Despite being an introvert, I feel loneliness very keenly. I prefer to be around only one other person, or a small group, but being by myself? No thanks. I hate having to take a day off work and spend it by myself. I need human company, even if they’re awake and doing something themselves in their own space.


I tried turning on the TV to a reality-style documentary just for the comfort of human voices, but it only helped a little bit.


Then I picked up my Jim Kay illustrated edition of Harry Potter and the Philosopher’s Stone…


And suddenly I wasn’t lonely anymore.


There was something so gratifying and comforting about opening up book 20 years after I first read it, and finding it just as enjoyable as the first time.
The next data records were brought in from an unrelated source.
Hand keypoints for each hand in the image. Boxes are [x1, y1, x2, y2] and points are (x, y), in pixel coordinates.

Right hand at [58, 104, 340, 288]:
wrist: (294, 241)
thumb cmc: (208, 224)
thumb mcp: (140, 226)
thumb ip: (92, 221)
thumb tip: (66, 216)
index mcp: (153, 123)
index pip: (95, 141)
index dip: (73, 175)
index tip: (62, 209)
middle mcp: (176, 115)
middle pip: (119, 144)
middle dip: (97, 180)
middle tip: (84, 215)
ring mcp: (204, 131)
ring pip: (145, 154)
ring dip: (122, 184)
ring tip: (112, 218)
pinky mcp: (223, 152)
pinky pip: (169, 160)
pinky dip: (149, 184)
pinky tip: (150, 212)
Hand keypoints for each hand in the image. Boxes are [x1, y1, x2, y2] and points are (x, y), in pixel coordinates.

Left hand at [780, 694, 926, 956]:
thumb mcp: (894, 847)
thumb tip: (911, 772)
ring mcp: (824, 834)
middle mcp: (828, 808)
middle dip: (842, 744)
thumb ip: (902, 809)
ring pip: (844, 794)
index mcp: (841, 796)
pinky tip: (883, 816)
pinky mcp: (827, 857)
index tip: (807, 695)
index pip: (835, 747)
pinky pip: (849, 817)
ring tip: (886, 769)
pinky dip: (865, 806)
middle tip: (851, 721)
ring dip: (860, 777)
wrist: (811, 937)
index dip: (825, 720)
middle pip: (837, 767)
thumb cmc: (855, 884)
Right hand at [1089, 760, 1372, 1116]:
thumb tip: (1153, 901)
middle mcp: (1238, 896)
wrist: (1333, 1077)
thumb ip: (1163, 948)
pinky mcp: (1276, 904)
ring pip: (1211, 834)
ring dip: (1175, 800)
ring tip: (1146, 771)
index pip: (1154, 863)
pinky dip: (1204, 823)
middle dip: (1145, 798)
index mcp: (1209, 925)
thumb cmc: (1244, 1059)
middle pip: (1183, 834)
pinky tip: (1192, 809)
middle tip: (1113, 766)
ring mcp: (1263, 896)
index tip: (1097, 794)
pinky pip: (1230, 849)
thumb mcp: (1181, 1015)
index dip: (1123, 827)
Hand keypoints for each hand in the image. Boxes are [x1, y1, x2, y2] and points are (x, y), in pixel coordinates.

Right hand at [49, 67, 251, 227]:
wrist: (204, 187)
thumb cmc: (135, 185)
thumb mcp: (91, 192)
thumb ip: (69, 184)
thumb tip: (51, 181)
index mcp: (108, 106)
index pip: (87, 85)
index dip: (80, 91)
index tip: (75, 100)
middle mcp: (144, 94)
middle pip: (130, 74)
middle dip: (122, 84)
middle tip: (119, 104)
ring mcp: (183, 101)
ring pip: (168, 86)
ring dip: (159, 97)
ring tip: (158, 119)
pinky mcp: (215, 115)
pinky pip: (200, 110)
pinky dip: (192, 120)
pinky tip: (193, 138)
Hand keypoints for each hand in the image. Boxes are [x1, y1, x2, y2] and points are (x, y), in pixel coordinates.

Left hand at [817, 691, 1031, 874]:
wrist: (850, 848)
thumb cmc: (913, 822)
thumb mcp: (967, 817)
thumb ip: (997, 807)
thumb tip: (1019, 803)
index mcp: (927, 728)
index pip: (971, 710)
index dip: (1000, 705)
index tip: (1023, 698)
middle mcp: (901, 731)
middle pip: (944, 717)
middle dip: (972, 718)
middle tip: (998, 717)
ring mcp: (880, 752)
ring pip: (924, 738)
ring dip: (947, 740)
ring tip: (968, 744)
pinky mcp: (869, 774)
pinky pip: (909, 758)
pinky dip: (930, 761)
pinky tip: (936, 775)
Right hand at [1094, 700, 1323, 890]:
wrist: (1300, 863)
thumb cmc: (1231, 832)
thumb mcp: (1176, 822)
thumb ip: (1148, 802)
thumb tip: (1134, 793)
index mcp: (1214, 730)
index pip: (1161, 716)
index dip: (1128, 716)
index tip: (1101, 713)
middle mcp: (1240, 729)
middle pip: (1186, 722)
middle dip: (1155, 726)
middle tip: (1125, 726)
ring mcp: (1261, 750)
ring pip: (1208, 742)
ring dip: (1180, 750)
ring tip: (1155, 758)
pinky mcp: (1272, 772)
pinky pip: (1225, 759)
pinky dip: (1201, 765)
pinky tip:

I really appreciated rereading this because the film version of Hermione really coloured my recollection of her. Film Hermione has more emotional intelligence that Book Hermione, and is often an emotional crutch for Harry and Ron. Her hair isn’t that bushy (not in later films), she doesn’t have large front teeth (which I don’t remember at all being mentioned in Philosopher’s Stone), and she’s beautiful and elegant because she’s played by Emma Watson. Book Hermione really is insufferable, bossy, and annoying, until she becomes friends with Harry and Ron, at which point she is awfully helpful with her organisation and desire to be the best. Book Hermione also seems more keen to break the rules than Film Hermione, at least this early on. As much as Hermione is really touted as one of YA’s most amazingballs incredible book heroines, and I agree that she probably is, maybe I thought too much of her, at least this early on, because of the film interpretation.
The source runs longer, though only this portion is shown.